Saturday City
Page 34
There was Tina and there was the war. He had joked to her about being ‘officer material’, but he had a steadiness and at times an almost inhuman ability to endure that brought him respect as well as abuse from his men. The war was teaching him, too, whose son he was. Not the son of quiet Jill and Walter, but the son of Kirsten who had been force-fed for her beliefs, and of Duncan who stood like a rock while the muddy waters of Westminster poured over and round him.
He could take men on route marches that had the weak ones falling like flies. When they fell out, groaning, he could encourage them to get up again and continue, building up the muscle and the will that would make fighters of them when the moment came. And two days later he could get them to do it all over again.
In the summer heat and rain, the shelling began. ‘Coal-boxes’ and ‘Jack Johnsons’ landed on the trenches and the men he had known as Big Tam and Snowy and Grunter turned into the first dead men he had seen. The unluckiest of all got hung on the barbed wire with their kilts thrown back over their dead heads and their buttocks obscenely bare.
He led his men in charge after charge. He was a loner who found no camaraderie in battle, but going ‘over the top’ to the skirl of the pipes he sometimes felt a wild, atavistic shriek breaking from him and knew the men who shouted ‘Madman’ after him would follow him to the last gasp.
Picking the ticks from his blanket during the lulls, he read the mud-spattered mail that came belatedly up the lines. From Tina, the protestations of love and the little pictures she painted from her memory: ‘Do you remember the time we went to Rothesay and my shoe fell in the water?’ ‘I thought of the day we spent at Rouken Glen and a spider fell from a tree into my hair!’
‘Only you,’ he wrote back, his eyes closing from fatigue, the pencil slipping in the rain, ‘only you keep me going in this hell that living has become. I tell you, my darling, when all this is over we must make sure it never happens again.’
They had lost four hundred and twenty-one, all ranks, at High Wood, but they fought on for another six weeks until there were twice that number dead.
‘We are still here,’ he wrote her, with bitter irony. They had, in fact, been almost wiped out, but reinforcements from other Scottish regiments were arriving. Somewhat over three hundred and fifty men, some scarcely blooded, some old, some recovering from wounds.

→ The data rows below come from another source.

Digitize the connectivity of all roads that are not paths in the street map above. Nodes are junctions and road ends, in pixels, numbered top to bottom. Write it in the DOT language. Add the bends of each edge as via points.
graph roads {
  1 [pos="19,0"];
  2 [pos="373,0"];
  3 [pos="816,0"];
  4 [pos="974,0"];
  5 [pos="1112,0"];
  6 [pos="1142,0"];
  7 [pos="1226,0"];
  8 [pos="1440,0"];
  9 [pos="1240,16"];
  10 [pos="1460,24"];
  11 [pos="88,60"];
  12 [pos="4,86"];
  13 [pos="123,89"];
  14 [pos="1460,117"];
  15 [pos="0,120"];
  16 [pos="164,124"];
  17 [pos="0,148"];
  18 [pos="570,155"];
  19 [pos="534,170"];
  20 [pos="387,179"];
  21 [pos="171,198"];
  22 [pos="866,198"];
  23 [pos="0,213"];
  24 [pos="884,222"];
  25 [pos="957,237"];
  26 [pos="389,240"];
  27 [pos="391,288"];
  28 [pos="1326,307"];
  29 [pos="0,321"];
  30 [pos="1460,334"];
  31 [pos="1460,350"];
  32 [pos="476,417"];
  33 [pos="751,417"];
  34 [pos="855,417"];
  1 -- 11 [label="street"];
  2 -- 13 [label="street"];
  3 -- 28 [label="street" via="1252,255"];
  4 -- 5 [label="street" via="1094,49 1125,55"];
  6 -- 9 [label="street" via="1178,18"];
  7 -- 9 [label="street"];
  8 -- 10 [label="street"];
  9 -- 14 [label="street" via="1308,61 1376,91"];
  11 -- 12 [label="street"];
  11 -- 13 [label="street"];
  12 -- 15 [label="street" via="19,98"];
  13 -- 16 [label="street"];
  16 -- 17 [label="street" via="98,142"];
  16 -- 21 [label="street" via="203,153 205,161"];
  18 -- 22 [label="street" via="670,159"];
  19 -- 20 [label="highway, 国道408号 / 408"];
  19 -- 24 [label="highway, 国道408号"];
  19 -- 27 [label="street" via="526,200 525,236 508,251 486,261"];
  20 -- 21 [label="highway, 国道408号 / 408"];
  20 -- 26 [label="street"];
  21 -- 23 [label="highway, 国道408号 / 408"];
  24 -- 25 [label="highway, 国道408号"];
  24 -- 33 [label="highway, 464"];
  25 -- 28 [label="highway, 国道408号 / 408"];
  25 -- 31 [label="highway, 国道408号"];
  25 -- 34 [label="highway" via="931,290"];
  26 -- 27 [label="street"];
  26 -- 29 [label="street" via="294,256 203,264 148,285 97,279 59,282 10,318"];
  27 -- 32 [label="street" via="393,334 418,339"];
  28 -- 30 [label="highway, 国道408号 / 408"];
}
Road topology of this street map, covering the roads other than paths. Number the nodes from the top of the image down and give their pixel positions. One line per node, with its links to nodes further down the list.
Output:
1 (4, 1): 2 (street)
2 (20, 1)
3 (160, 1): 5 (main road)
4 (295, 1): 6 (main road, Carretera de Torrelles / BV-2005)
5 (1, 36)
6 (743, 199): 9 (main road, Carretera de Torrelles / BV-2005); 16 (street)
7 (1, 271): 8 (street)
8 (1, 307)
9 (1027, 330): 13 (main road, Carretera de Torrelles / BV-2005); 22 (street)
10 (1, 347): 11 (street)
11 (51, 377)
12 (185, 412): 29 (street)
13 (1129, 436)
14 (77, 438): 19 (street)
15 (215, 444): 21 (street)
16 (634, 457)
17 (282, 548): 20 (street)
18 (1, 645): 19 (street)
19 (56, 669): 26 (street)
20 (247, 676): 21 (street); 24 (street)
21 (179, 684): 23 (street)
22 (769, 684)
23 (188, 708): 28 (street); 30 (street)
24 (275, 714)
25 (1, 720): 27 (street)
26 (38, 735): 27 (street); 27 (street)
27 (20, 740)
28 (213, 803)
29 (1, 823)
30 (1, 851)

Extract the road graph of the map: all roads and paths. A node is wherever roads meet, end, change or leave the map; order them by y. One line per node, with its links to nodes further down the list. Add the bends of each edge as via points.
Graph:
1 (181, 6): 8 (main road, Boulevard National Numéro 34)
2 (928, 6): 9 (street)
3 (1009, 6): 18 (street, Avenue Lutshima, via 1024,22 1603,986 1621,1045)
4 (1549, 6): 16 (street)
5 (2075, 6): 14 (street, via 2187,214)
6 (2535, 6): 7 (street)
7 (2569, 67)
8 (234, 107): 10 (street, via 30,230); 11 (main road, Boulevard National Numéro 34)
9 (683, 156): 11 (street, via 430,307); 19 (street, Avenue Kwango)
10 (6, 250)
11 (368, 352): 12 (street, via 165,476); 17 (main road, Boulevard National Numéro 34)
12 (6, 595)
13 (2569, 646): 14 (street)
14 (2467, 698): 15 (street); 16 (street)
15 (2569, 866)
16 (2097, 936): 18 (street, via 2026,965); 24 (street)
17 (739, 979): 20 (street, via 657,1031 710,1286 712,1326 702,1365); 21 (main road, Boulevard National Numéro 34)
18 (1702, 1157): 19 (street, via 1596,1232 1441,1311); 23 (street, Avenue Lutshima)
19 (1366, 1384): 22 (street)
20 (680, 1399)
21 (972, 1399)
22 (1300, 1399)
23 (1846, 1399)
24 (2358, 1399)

‘I have something to tell you,’ she wrote, ‘and I don’t know if I should. But it is your right to know and you must remember I am safe and well and will be properly looked after. I am having our baby. Oh, my dearest, dearest love, be glad for me, as I am to be given this precious part of you. Now we can say we truly belong to each other, for ever and ever.’
They had to move through a sea of mud that swallowed up the moving animals and the dead men. He tried to envisage how this child would look when it was born in the spring. He wiped the tears from his eyes.
‘God guard you,’ he wrote. ‘The autumn rains here are turning to sleet and snow. Last night it was so cold the oranges someone had from Blighty froze as hard as cricket balls and the ginger ale went solid in its bottle.
‘I wish you had told me sooner about the baby. I hope it is a girl who looks like you.’
The Battle of the Ancre had begun in November. Once there had been no way back into the trench except over the snow-shrouded body of a brother officer. He had heard the dead lungs groan and grasp. Struggling on through the snow and sleet, the Glasgow Highlanders, the 16th and 17th Highland Light Infantry together, advanced against the Redan Ridge at dawn on November 18.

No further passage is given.